Figure 4.

Immunoblotting showing endogenous IGF isoforms in human cancer cells. Sixty micrograms of protein were resolved in each lane. A 9 kD band is present in total cell extract and nuclear fraction from K562 cells and, to a smaller extent, in HepG2 when probed with anti-Eb peptide antibody on the first membrane (short exposure to X-ray film). After longer exposure, this band was also slightly visible in the other two cell lines used in this study (HeLa, U2OS), second panel. It never appeared in cytoplasmic fraction of these cells. A 11–12 kD band was detected when the same membrane was probed with anti-EA antibody, corresponding to human pro-IGF-1A (panel 3). However, this band was evident only in total cell extract and cytoplasmic fraction and never present in the nuclear one (panel 4).

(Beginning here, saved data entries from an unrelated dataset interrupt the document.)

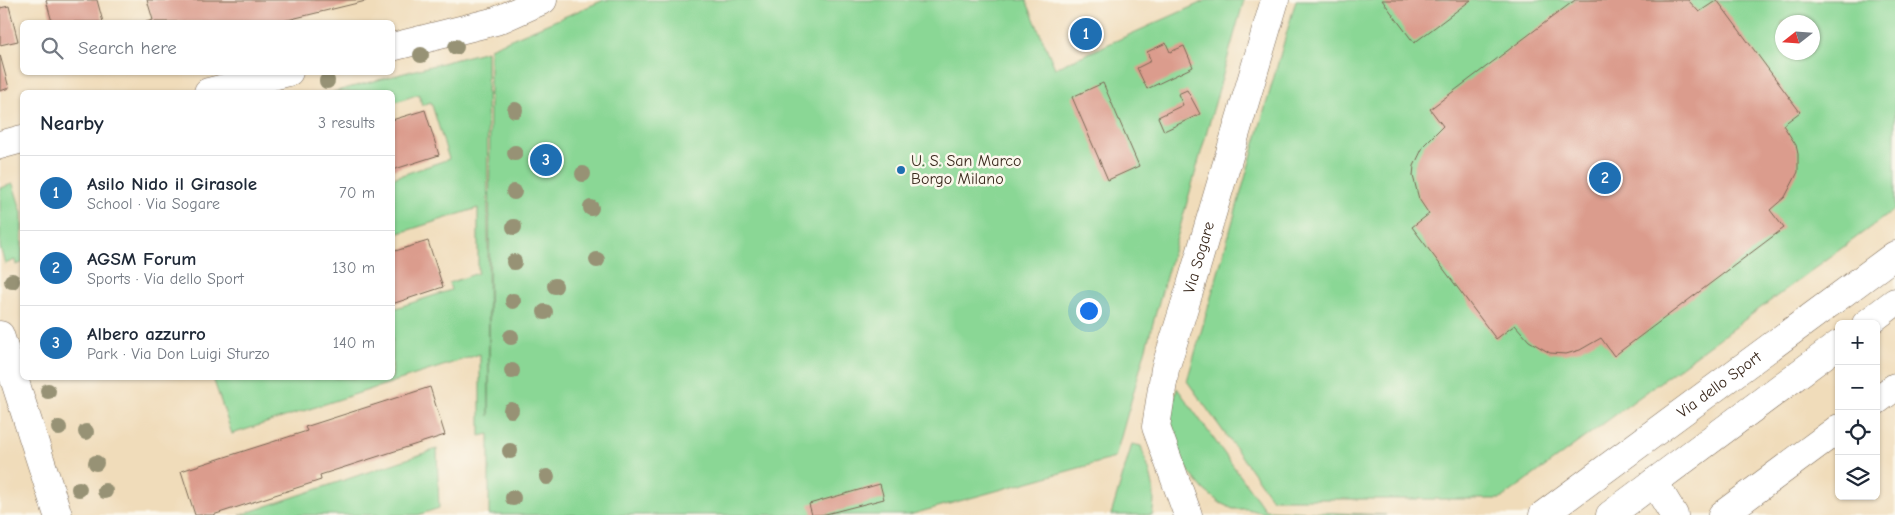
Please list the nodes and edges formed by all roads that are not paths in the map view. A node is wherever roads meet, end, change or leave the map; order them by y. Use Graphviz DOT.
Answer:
graph roads {
  1 [pos="543,0"];
  2 [pos="1274,0"];
  3 [pos="395,46"];
  4 [pos="276,75"];
  5 [pos="216,90"];
  6 [pos="20,140"];
  7 [pos="0,145"];
  8 [pos="1895,254"];
  9 [pos="1895,302"];
  10 [pos="1871,320"];
  11 [pos="0,335"];
  12 [pos="1835,347"];
  13 [pos="1895,387"];
  14 [pos="1880,398"];
  15 [pos="1835,431"];
  16 [pos="1654,482"];
  17 [pos="58,515"];
  18 [pos="1188,515"];
  19 [pos="1543,515"];
  20 [pos="1610,515"];
  21 [pos="1674,515"];
  22 [pos="1722,515"];
  1 -- 3 [label="street"];
  2 -- 18 [label="street, Via Sogare"];
  4 -- 5 [label="street"];
  6 -- 7 [label="street"];
  8 -- 19 [label="street, Via dello Sport"];
  9 -- 10 [label="street"];
  11 -- 17 [label="street"];
  12 -- 16 [label="street"];
  13 -- 14 [label="street"];
  15 -- 22 [label="street"];
  16 -- 20 [label="street"];
  16 -- 21 [label="street"];
}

Also, another blotting is shown (panel 5), the same membrane already probed with anti-Eb antibody was stripped and reprobed with anti EA-peptide antibody. A merge of both anti-Eb and anti-EA pattern can be observed and a molecular mass difference of 2–3 kD between human Eb-peptide (9 kD) and pro-IGF-1A (11–12 kD). For confirmation of cellular fractionation, 2 different antigens are shown: lamin (nuclear marker), tubulin (cytoplasmic marker) (panels 6 and 7). IGF, insulin-like growth factor.